ICPR testified before the Cook County Redistricting Committee May 1 to ask Commissioners to increase their efforts to engage the public in the once-in-a-decade redistricting process. While the state legislative and Chicago ward redistricting process have already concluded, Cook County's redistricting process has just begun with the holding of preliminary public hearings. Read ICPR's testimony below, and for more information, visit Cook County's Redistricting Committee website, http://redistricting.cookcountyil.gov.
ICPR testimony to the Cook County Redistricting Committee
Good evening, and thank you to the Commissioners, County staff and residents for attending tonight’s public redistricting hearing.
My name is Whitney Woodward and I’m with the Illinois Campaign for Political Reform. ICPR is a non-partisan, non-profit organization that researches and advocates for transparency and accountability in government. For more than two years, ICPR and coalition partners have sought to increase public awareness about the redistricting process. We have worked to educate the public about the impact of redistricting on government and the historic lack of opportunities for citizens to monitor and participate in it. We also have proposed models to increase public engagement and advocated for substantive change. ICPR has worked with many of the speakers you have already heard from, or will hear from this evening, including the Mexican American Legal Defense and Educational Fund, the United Congress of Community and Religious Organizations, the League of Women Voters, the Asian American Institute and Common Cause Illinois.
Given the profound impact that redistricting can have on voter choice and residents’ representation, and the inherent problems that arise in a system that gives the elected officials with a vested interest in the outcome of the map-making process the power to create districts, there clearly exists a need for sunshine and public participation in Cook County’s 2012 redistricting process.
We commend the County for taking action to engage the public in this vital process, through the creation of this committee, the holding of this and other preliminary public hearings, offering residents access to a mapping terminal, and creating an informational website.
There are three specific requests we ask of the Redistricting Committee as you begin the next phase of your work:
1) Immediately release ranked criteria by which Commissioners will draw the county’s districts and by which maps submitted from voters will be evaluated. While we understand and appreciate that the county must draw districts of roughly equal population and which comply with federal law, including the Voting Rights Act, we do not know what other factors will be considered and how such criteria will be prioritized. ICPR does not believe incumbents’ and candidates’ home addresses should be used in the district-drawing process, because doing so prioritizes political interests at the potential expense of the public’s interest. For the same reason, we ask that the county not use voting history data in the district-drawing process, with the exception of using that information as needed to comply with the federal Voting Rights Act. ICPR also suggests that the county follow the spirit of Illinois Voting Rights Act of 2011, which mandates the creation of coalition, crossover and influence districts whenever possible. Such districts can protect communities and empower voters by keeping such populations whole within districts in cases when they are not large enough to constitute a majority. Doing so enables groups to influence the outcome of elections and engage candidates who will be responsive to them.

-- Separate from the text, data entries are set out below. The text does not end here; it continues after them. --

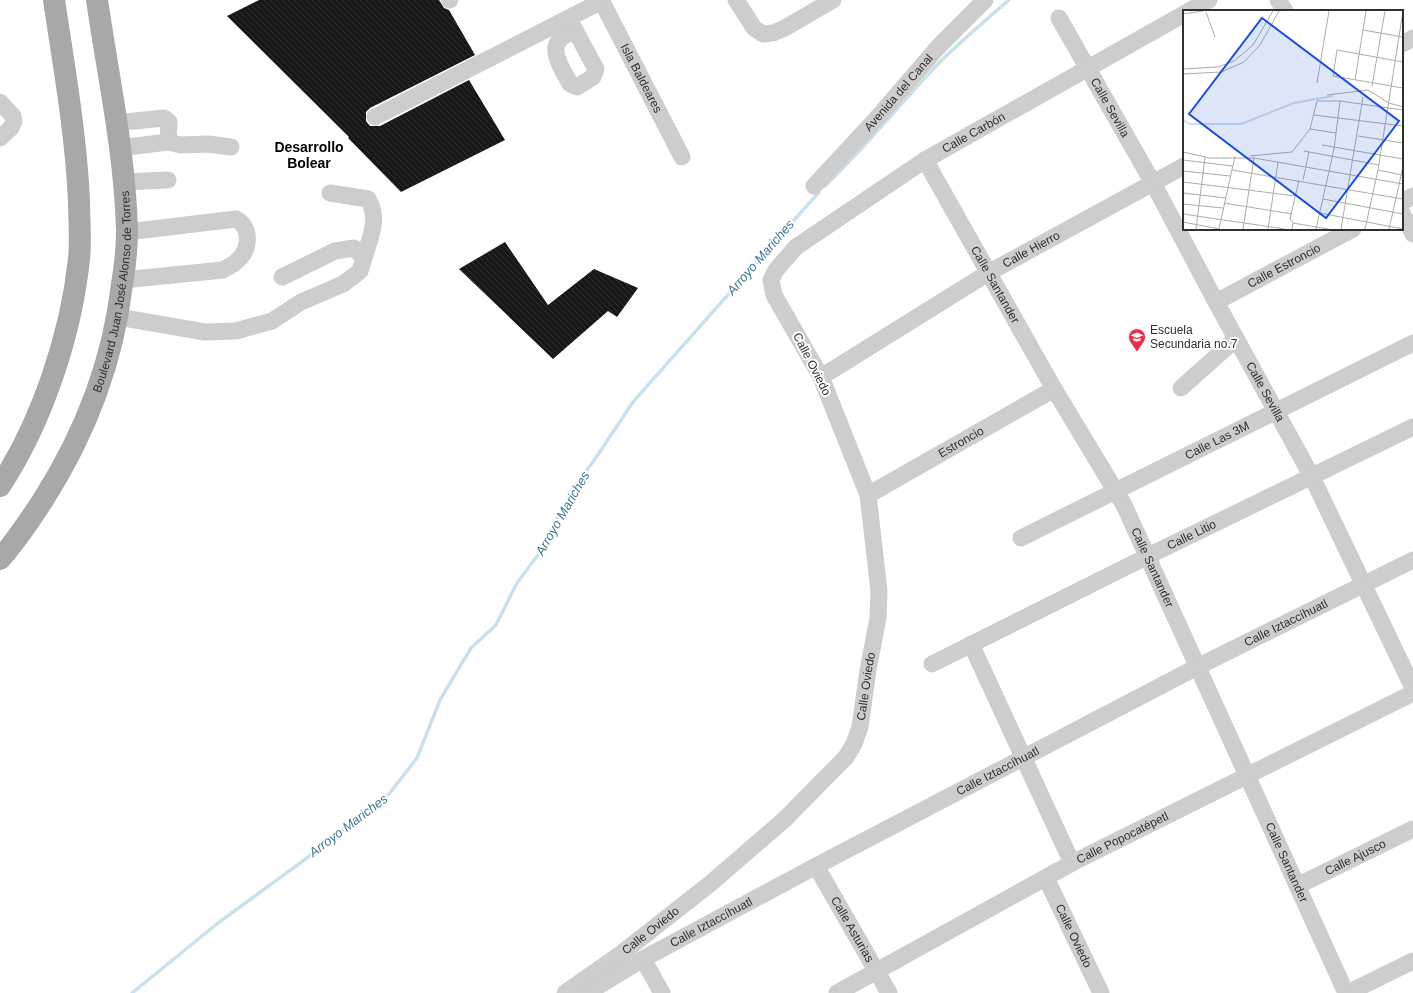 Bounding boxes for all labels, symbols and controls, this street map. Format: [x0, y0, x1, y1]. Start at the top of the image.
inset map [1183, 10, 1403, 230]
street label: Isla Baldeares [618, 41, 665, 115]
street label: Avenida del Canal [861, 51, 936, 134]
street label: Calle Sevilla [1088, 75, 1133, 140]
street label: Calle Carbón [940, 109, 1008, 156]
district label: Desarrollo Bolear [274, 139, 344, 171]
street label: Boulevard Juan José Alonso de Torres [90, 190, 134, 395]
water label: Arroyo Mariches [723, 216, 797, 299]
street label: Calle Hierro [1000, 228, 1063, 271]
street label: Calle Estroncio [1245, 240, 1323, 291]
street label: Calle Santander [968, 244, 1022, 326]
place label: Escuela Secundaria no.7 [1150, 323, 1238, 351]
school or university icon: Escuela Secundaria no.7 [1127, 327, 1147, 352]
street label: Calle Oviedo [790, 330, 834, 398]
street label: Calle Sevilla [1243, 359, 1287, 424]
street label: Calle Las 3M [1183, 419, 1252, 462]
street label: Estroncio [936, 423, 986, 461]
water label: Arroyo Mariches [532, 468, 593, 559]
street label: Calle Litio [1165, 517, 1219, 553]
street label: Calle Santander [1128, 525, 1177, 610]
street label: Calle Iztaccíhuatl [1242, 596, 1330, 650]
street label: Calle Oviedo [854, 651, 878, 721]
street label: Calle Iztaccíhuatl [954, 744, 1042, 798]
water label: Arroyo Mariches [305, 791, 391, 860]
street label: Calle Popocatépetl [1074, 809, 1171, 867]
street label: Calle Santander [1262, 820, 1311, 905]
street label: Calle Ajusco [1323, 836, 1388, 878]
street label: Calle Iztaccíhuatl [668, 894, 755, 950]
street label: Calle Asturias [828, 894, 877, 965]
street label: Calle Oviedo [1052, 902, 1095, 970]
street label: Calle Oviedo [619, 904, 682, 957]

2) Establish a timetable for the rest of the redistricting process. By holding this and other preliminary public hearings, you have already taken an important first step toward creating a new County map. But what happens next? The Redistricting Committee should make public a schedule by which it plans to carry out this rest of this process, and aggressively distribute this to voters and the news media so as to encourage participation. In the absence of any additional public hearings, and without a target date for completion, it is difficult for the public to monitor your progress and contribute.
3) Incorporate suggestions from the public into the final, approved map. It is imperative that before any final vote is taken on a new county map, the public be given sufficient time to evaluate and propose improvements to it. The Redistricting Committee should hold multiple public hearings across the County, scheduled with at least two weeks’ notice, to vet any proposed maps before taking a vote. Demographics and a narrative explaining the intent behind the creation of the proposal – indeed, the same information that you have requested of any public submissions – must accompany this release. ICPR notes that in recent years, the County has made notable efforts to increase transparency in county government, and we expect that desire will be reflected in your once-in-a-decade remapping process.
We know that redistricting is a complex and often contentious task. We look forward to working with you in the coming months to ensure the 2012 Cook County Redistricting process is one that is transparent and results in a map that serves voters. Thank you.